Concorso docenti 2016: qualche riflessione da parte di un presidente di commissione /2
Pubblichiamo oggi il secondo dei due interventi sul concorso di selezione dei docenti 2016, a firma di Giuseppe Noto. La settimana scorsa abbiamo pubblicato l’intervento di Sabrina Stroppa, Presidente di commissione in Valle d’Aosta.
1. Prima premessa («Chi te lo ha fatto fare?»)

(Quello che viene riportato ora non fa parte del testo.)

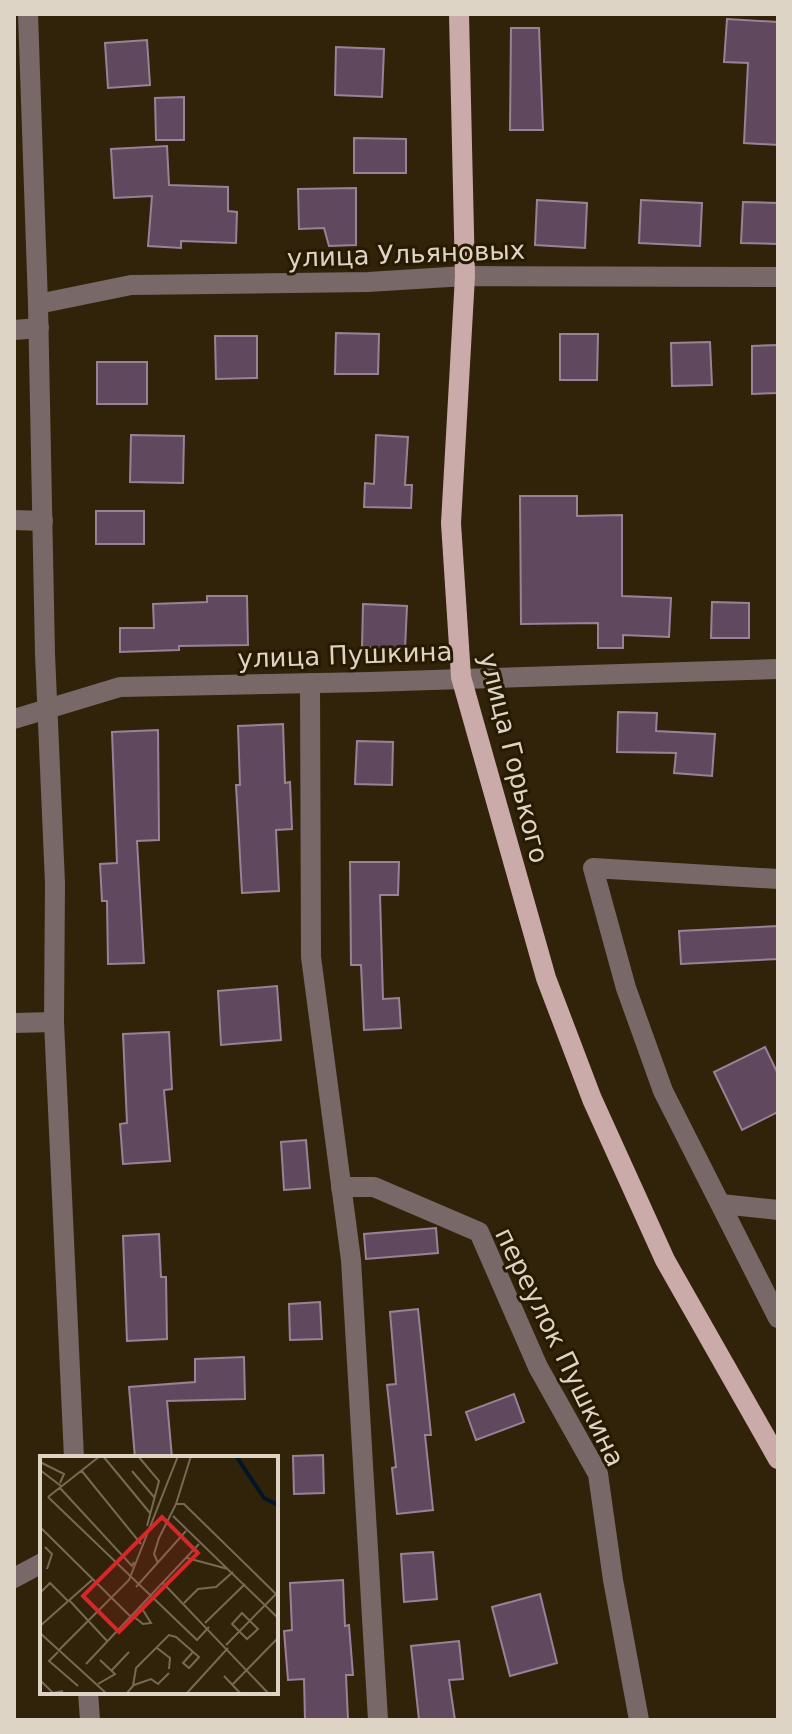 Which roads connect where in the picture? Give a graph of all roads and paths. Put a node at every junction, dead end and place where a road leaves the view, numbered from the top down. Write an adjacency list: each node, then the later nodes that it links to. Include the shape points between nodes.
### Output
1 (28, 14): 5 (street)
2 (459, 14): 3 (main road, улица Горького)
3 (465, 276): 4 (street, улица Ульяновых); 5 (street, улица Ульяновых, via 131,285); 11 (main road, улица Горького, via 451,523)
4 (778, 277)
5 (38, 304): 6 (street)
6 (39, 328): 7 (street); 9 (street)
7 (14, 330)
8 (14, 520): 9 (street)
9 (43, 521): 13 (street)
10 (778, 669): 11 (street, улица Пушкина)
11 (461, 677): 12 (street, улица Пушкина); 23 (main road, улица Горького, via 546,978 592,1099 665,1260)
12 (310, 683): 13 (street, улица Пушкина, via 120,687); 18 (street, via 311,957)
13 (47, 708): 14 (street, улица Пушкина); 16 (street, via 55,883)
14 (14, 719)
15 (778, 879): 19 (street, via 593,868 626,988 663,1091)
16 (54, 1022): 17 (street); 22 (street)
17 (14, 1023)
18 (341, 1187): 28 (street, via 351,1260); 29 (street, переулок Пушкина, via 374,1187 479,1232 538,1367 598,1474)
19 (721, 1204): 20 (street); 21 (street)
20 (778, 1210)
21 (778, 1318)
22 (74, 1456)
23 (778, 1459)
24 (40, 1564): 25 (street)
25 (14, 1578)
26 (88, 1694): 27 (street)
27 (90, 1720)
28 (378, 1720)
29 (639, 1720) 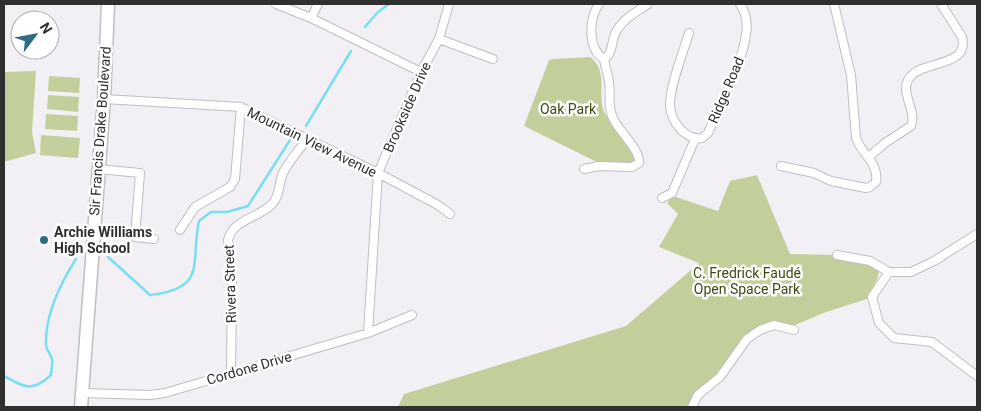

Ho vissuto la scuola come studente, docente di scuola secondaria, genitore, presidente di due Consigli di Istituto; mi occupo di formazione degli insegnanti (in ingresso e, per così dire, in itinere) da vent’anni anni e negli ultimi sei anni ho rivestito funzioni ‘direttive’ al riguardo per conto del mio Ateneo (l’Università degli Studi di Torino, presso il cui Dipartimento di Studi Umanistici sono professore associato di Filologia e linguistica romanza): sono stato il primo direttore del Centro Interateneo per la formazione degli insegnanti della scuola secondaria del Piemonte; presidente della Commissione di accesso a due cicli di TFA per le allora classi di abilitazione A043 e A050; presidente o componente della Commissione finale di abilitazione per due cicli TFA e due cicli PAS per le allora classi di abilitazione A043, A050 e A051. Nei corsi SIS, TFA e PAS per le allora classi di abilitazione A043, A050, A051 e A052 ho insegnato svariate discipline (Didattica della lingua italiana; Letterature comparate; Didattica della lingua italiana e del testo letterario; ecc.). Dico tutto questo soltanto perché si comprenda che, quando ho deciso di propormi per l’incarico di Presidente di Commissione per il famigerato ‘concorsone’ (per la classe di concorso ora A011: Latino e Materie letterarie), l’ho fatto non dalla specola dell’accademico che esce dalla sua turris eburnea per una breve vacanza nel mondo o nel ‘secolo’, ma spinto dalla volontà di verificare la qualità del lavoro svolto (dagli Atenei piemontesi e anche da me stesso) in tanti anni e dalla volontà di collaborare, se possibile, a mettere in collegamento due mondi, quello della Scuola e quello della ricerca scientifica, che da tempo, e per motivi che ora non mette conto elencare, faticano a comunicare con conseguenze a mio avviso esiziali sia per la ricerca sia per la Scuola, nonché per il sistema formativo italiano nel suo complesso e per l’intero Paese.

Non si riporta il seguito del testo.